The 17-member commission includes representatives of large grant makers including the Gates, MacArthur, and Skoll foundations and charity leaders from groups that include the Salvation Army and Points of Light.
Wales said members were chosen to include a variety of types of philanthropic organizations at different stages of their development, in different parts of the country, and across the political spectrum.
The Generosity Commission has budgeted a total of about $3.8 million for its work and is actively raising money. It has received grants from some of the organizations that employ commission members. Grants came from the Gates, Kaufman, Mott, Sage, and Templeton foundations, the Lilly Endowment, Fidelity Charitable, fundraising software company Blackbaud, and others.
The commission said it planned to “build broad national momentum and bipartisan congressional support for positive change to reimagine generosity across America.”
Many experts in philanthropy, including Aisha Alexander-Young, president of Give Blck, a nonprofit that works to increase giving to organizations founded by Black people, welcomed the work of the commission.
Philanthropy has a reputation problem because it has been “abused” as a tax shelter by too many wealthy donors, said Alexander-Young, who previously served as vice president for strategy and equity at the Meyer Foundation.
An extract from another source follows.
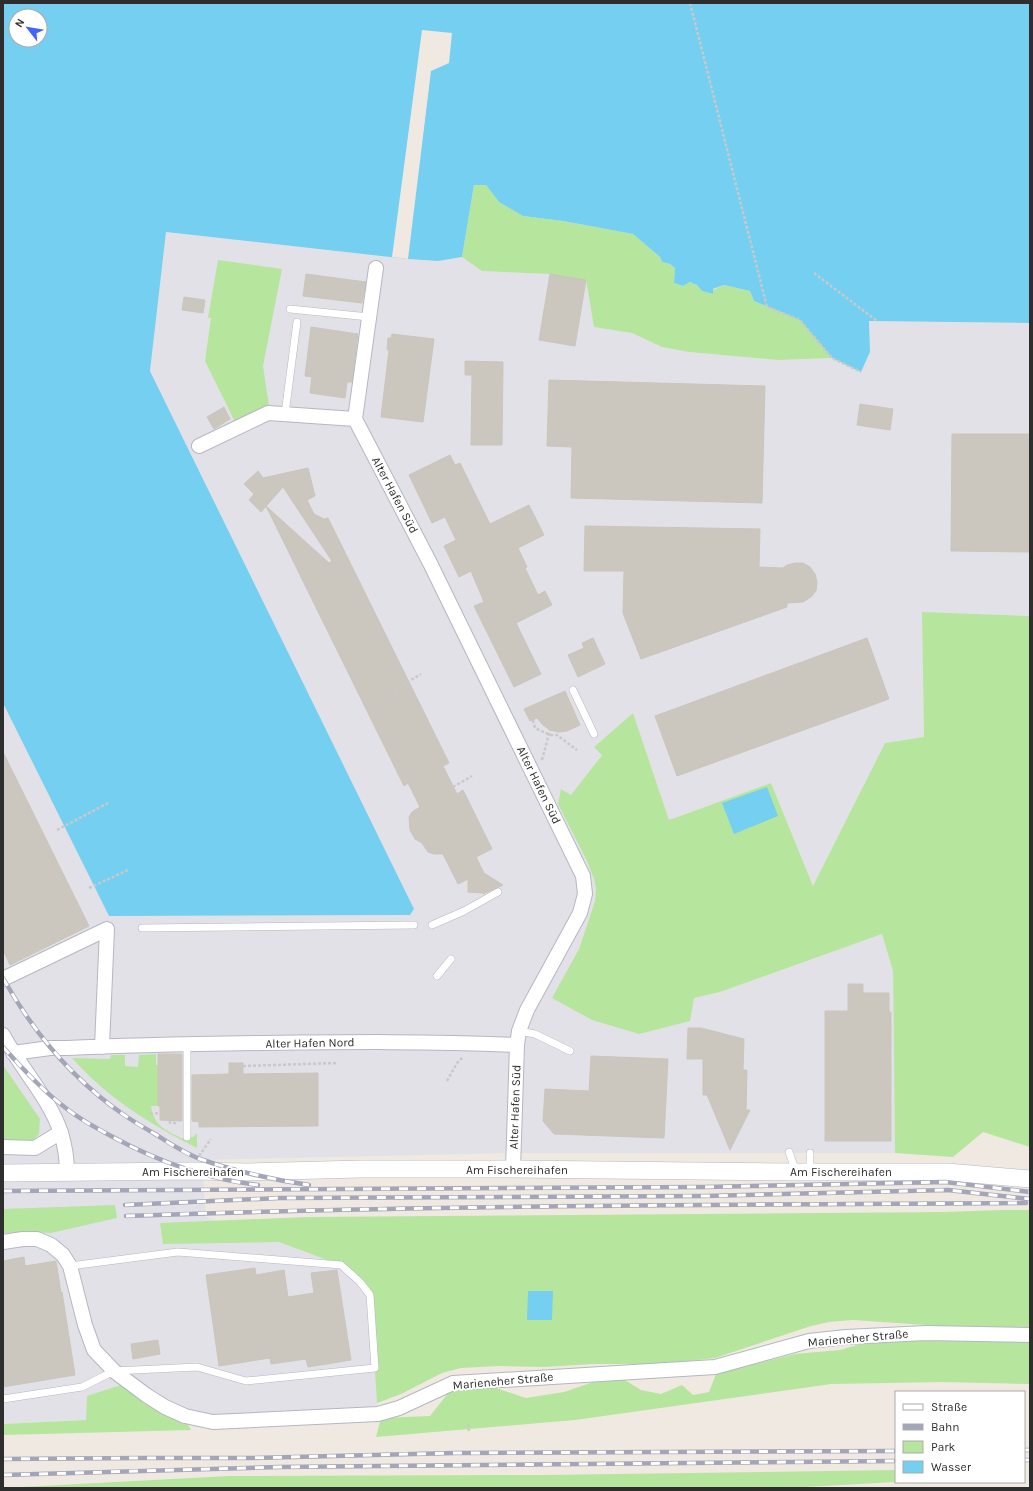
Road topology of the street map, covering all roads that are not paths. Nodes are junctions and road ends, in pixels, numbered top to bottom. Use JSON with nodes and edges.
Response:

“With big philanthropy and some nonprofits, there’s a disconnect,” especially among younger donors. “Younger generations want to be able to build community and not feel like being a donor or volunteering is something that’s giving you exclusivity or status but is giving you an opportunity to be engaged with your neighbors and community.”
For many years, nonprofit leaders have been worried about a slide in the share of Americans who give, which seems to have accelerated in the wake of the Great Recession.
Historically, about two-thirds of households made philanthropic gifts; by 2018, that number had dropped to under half, representing tens of millions of families that had stopped giving to charity since 2000, according to a study conducted by the Indiana University Lilly School of Philanthropy.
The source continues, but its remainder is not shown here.